◆ **Provided entries**
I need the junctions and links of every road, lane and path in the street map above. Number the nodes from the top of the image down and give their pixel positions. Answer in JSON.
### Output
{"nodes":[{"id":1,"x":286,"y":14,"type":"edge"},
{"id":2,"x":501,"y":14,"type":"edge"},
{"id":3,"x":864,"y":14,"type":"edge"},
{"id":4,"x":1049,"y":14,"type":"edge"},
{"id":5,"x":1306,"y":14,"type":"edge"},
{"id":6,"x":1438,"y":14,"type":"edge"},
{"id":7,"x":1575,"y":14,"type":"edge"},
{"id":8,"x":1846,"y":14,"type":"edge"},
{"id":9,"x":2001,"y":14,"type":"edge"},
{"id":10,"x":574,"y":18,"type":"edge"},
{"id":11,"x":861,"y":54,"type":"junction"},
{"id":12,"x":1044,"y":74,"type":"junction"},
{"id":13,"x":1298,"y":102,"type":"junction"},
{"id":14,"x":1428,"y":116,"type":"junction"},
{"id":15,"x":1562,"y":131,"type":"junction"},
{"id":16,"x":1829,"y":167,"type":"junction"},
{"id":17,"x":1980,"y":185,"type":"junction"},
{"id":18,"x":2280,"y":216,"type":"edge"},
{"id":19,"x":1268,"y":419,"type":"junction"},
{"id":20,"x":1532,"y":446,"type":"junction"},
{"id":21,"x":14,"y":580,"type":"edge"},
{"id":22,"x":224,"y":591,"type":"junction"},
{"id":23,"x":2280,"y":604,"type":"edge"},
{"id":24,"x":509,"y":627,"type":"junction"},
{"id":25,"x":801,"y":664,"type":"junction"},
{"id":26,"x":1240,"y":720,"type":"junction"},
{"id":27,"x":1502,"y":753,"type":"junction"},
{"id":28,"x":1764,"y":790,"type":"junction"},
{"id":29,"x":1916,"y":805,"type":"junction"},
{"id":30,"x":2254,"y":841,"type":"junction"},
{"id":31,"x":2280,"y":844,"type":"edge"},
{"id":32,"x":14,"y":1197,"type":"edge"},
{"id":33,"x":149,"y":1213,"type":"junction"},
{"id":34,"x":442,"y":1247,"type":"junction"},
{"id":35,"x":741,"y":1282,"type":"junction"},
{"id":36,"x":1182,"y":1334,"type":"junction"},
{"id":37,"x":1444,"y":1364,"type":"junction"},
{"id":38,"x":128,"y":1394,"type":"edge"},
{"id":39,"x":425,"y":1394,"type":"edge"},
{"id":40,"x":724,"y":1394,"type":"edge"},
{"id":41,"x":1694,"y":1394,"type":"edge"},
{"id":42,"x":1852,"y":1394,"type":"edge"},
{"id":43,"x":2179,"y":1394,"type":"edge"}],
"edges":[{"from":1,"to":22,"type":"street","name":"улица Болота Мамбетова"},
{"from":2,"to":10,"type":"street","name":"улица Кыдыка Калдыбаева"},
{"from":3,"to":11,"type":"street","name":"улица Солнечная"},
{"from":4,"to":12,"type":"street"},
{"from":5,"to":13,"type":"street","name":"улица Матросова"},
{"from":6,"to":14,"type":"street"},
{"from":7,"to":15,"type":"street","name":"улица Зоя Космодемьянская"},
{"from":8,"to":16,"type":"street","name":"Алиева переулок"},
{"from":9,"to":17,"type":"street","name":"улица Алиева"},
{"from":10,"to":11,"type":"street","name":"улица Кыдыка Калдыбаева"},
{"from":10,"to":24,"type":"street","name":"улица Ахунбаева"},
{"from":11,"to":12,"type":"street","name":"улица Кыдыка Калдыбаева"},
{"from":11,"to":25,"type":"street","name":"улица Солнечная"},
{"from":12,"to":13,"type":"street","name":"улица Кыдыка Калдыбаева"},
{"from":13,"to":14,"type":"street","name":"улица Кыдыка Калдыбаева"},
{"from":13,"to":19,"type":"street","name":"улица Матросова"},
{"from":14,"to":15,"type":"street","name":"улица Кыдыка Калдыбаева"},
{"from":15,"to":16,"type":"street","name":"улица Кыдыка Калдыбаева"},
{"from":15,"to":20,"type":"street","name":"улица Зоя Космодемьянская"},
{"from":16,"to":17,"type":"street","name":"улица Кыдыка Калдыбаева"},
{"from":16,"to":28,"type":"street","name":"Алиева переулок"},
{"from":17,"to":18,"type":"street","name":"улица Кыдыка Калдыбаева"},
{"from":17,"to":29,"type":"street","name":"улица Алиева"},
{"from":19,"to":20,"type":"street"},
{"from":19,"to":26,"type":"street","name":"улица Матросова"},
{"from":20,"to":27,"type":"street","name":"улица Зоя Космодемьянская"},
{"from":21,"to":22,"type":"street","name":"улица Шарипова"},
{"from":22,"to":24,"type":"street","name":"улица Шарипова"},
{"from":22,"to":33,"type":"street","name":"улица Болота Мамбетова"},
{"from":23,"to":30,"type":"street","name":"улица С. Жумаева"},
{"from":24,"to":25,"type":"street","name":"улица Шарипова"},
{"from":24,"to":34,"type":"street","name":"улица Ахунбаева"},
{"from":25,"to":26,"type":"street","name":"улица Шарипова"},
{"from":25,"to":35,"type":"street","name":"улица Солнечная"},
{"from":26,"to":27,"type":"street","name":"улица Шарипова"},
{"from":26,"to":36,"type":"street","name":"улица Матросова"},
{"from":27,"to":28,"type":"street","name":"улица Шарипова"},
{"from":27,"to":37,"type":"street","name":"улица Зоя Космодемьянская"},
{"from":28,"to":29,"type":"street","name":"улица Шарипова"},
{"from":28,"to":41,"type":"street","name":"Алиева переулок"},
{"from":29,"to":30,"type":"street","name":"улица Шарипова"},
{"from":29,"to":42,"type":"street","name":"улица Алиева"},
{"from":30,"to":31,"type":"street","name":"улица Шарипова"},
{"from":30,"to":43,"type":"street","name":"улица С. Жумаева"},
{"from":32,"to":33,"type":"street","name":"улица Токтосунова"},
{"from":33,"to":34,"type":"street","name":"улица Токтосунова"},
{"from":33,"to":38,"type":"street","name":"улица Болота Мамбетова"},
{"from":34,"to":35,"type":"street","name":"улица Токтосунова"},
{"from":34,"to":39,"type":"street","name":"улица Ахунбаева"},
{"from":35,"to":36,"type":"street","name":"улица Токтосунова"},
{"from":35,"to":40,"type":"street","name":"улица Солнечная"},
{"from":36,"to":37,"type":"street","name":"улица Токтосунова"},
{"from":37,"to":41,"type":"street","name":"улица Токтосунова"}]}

◆ **What the task requires**
Could you retype all of the entries exactly, leaving none out?

◆ **Your response**
I need the junctions and links of every road, lane and path in the street map above. Number the nodes from the top of the image down and give their pixel positions. Answer in JSON.
### Output
{"nodes":[{"id":1,"x":286,"y":14,"type":"edge"},
{"id":2,"x":501,"y":14,"type":"edge"},
{"id":3,"x":864,"y":14,"type":"edge"},
{"id":4,"x":1049,"y":14,"type":"edge"},
{"id":5,"x":1306,"y":14,"type":"edge"},
{"id":6,"x":1438,"y":14,"type":"edge"},
{"id":7,"x":1575,"y":14,"type":"edge"},
{"id":8,"x":1846,"y":14,"type":"edge"},
{"id":9,"x":2001,"y":14,"type":"edge"},
{"id":10,"x":574,"y":18,"type":"edge"},
{"id":11,"x":861,"y":54,"type":"junction"},
{"id":12,"x":1044,"y":74,"type":"junction"},
{"id":13,"x":1298,"y":102,"type":"junction"},
{"id":14,"x":1428,"y":116,"type":"junction"},
{"id":15,"x":1562,"y":131,"type":"junction"},
{"id":16,"x":1829,"y":167,"type":"junction"},
{"id":17,"x":1980,"y":185,"type":"junction"},
{"id":18,"x":2280,"y":216,"type":"edge"},
{"id":19,"x":1268,"y":419,"type":"junction"},
{"id":20,"x":1532,"y":446,"type":"junction"},
{"id":21,"x":14,"y":580,"type":"edge"},
{"id":22,"x":224,"y":591,"type":"junction"},
{"id":23,"x":2280,"y":604,"type":"edge"},
{"id":24,"x":509,"y":627,"type":"junction"},
{"id":25,"x":801,"y":664,"type":"junction"},
{"id":26,"x":1240,"y":720,"type":"junction"},
{"id":27,"x":1502,"y":753,"type":"junction"},
{"id":28,"x":1764,"y":790,"type":"junction"},
{"id":29,"x":1916,"y":805,"type":"junction"},
{"id":30,"x":2254,"y":841,"type":"junction"},
{"id":31,"x":2280,"y":844,"type":"edge"},
{"id":32,"x":14,"y":1197,"type":"edge"},
{"id":33,"x":149,"y":1213,"type":"junction"},
{"id":34,"x":442,"y":1247,"type":"junction"},
{"id":35,"x":741,"y":1282,"type":"junction"},
{"id":36,"x":1182,"y":1334,"type":"junction"},
{"id":37,"x":1444,"y":1364,"type":"junction"},
{"id":38,"x":128,"y":1394,"type":"edge"},
{"id":39,"x":425,"y":1394,"type":"edge"},
{"id":40,"x":724,"y":1394,"type":"edge"},
{"id":41,"x":1694,"y":1394,"type":"edge"},
{"id":42,"x":1852,"y":1394,"type":"edge"},
{"id":43,"x":2179,"y":1394,"type":"edge"}],
"edges":[{"from":1,"to":22,"type":"street","name":"улица Болота Мамбетова"},
{"from":2,"to":10,"type":"street","name":"улица Кыдыка Калдыбаева"},
{"from":3,"to":11,"type":"street","name":"улица Солнечная"},
{"from":4,"to":12,"type":"street"},
{"from":5,"to":13,"type":"street","name":"улица Матросова"},
{"from":6,"to":14,"type":"street"},
{"from":7,"to":15,"type":"street","name":"улица Зоя Космодемьянская"},
{"from":8,"to":16,"type":"street","name":"Алиева переулок"},
{"from":9,"to":17,"type":"street","name":"улица Алиева"},
{"from":10,"to":11,"type":"street","name":"улица Кыдыка Калдыбаева"},
{"from":10,"to":24,"type":"street","name":"улица Ахунбаева"},
{"from":11,"to":12,"type":"street","name":"улица Кыдыка Калдыбаева"},
{"from":11,"to":25,"type":"street","name":"улица Солнечная"},
{"from":12,"to":13,"type":"street","name":"улица Кыдыка Калдыбаева"},
{"from":13,"to":14,"type":"street","name":"улица Кыдыка Калдыбаева"},
{"from":13,"to":19,"type":"street","name":"улица Матросова"},
{"from":14,"to":15,"type":"street","name":"улица Кыдыка Калдыбаева"},
{"from":15,"to":16,"type":"street","name":"улица Кыдыка Калдыбаева"},
{"from":15,"to":20,"type":"street","name":"улица Зоя Космодемьянская"},
{"from":16,"to":17,"type":"street","name":"улица Кыдыка Калдыбаева"},
{"from":16,"to":28,"type":"street","name":"Алиева переулок"},
{"from":17,"to":18,"type":"street","name":"улица Кыдыка Калдыбаева"},
{"from":17,"to":29,"type":"street","name":"улица Алиева"},
{"from":19,"to":20,"type":"street"},
{"from":19,"to":26,"type":"street","name":"улица Матросова"},
{"from":20,"to":27,"type":"street","name":"улица Зоя Космодемьянская"},
{"from":21,"to":22,"type":"street","name":"улица Шарипова"},
{"from":22,"to":24,"type":"street","name":"улица Шарипова"},
{"from":22,"to":33,"type":"street","name":"улица Болота Мамбетова"},
{"from":23,"to":30,"type":"street","name":"улица С. Жумаева"},
{"from":24,"to":25,"type":"street","name":"улица Шарипова"},
{"from":24,"to":34,"type":"street","name":"улица Ахунбаева"},
{"from":25,"to":26,"type":"street","name":"улица Шарипова"},
{"from":25,"to":35,"type":"street","name":"улица Солнечная"},
{"from":26,"to":27,"type":"street","name":"улица Шарипова"},
{"from":26,"to":36,"type":"street","name":"улица Матросова"},
{"from":27,"to":28,"type":"street","name":"улица Шарипова"},
{"from":27,"to":37,"type":"street","name":"улица Зоя Космодемьянская"},
{"from":28,"to":29,"type":"street","name":"улица Шарипова"},
{"from":28,"to":41,"type":"street","name":"Алиева переулок"},
{"from":29,"to":30,"type":"street","name":"улица Шарипова"},
{"from":29,"to":42,"type":"street","name":"улица Алиева"},
{"from":30,"to":31,"type":"street","name":"улица Шарипова"},
{"from":30,"to":43,"type":"street","name":"улица С. Жумаева"},
{"from":32,"to":33,"type":"street","name":"улица Токтосунова"},
{"from":33,"to":34,"type":"street","name":"улица Токтосунова"},
{"from":33,"to":38,"type":"street","name":"улица Болота Мамбетова"},
{"from":34,"to":35,"type":"street","name":"улица Токтосунова"},
{"from":34,"to":39,"type":"street","name":"улица Ахунбаева"},
{"from":35,"to":36,"type":"street","name":"улица Токтосунова"},
{"from":35,"to":40,"type":"street","name":"улица Солнечная"},
{"from":36,"to":37,"type":"street","name":"улица Токтосунова"},
{"from":37,"to":41,"type":"street","name":"улица Токтосунова"}]}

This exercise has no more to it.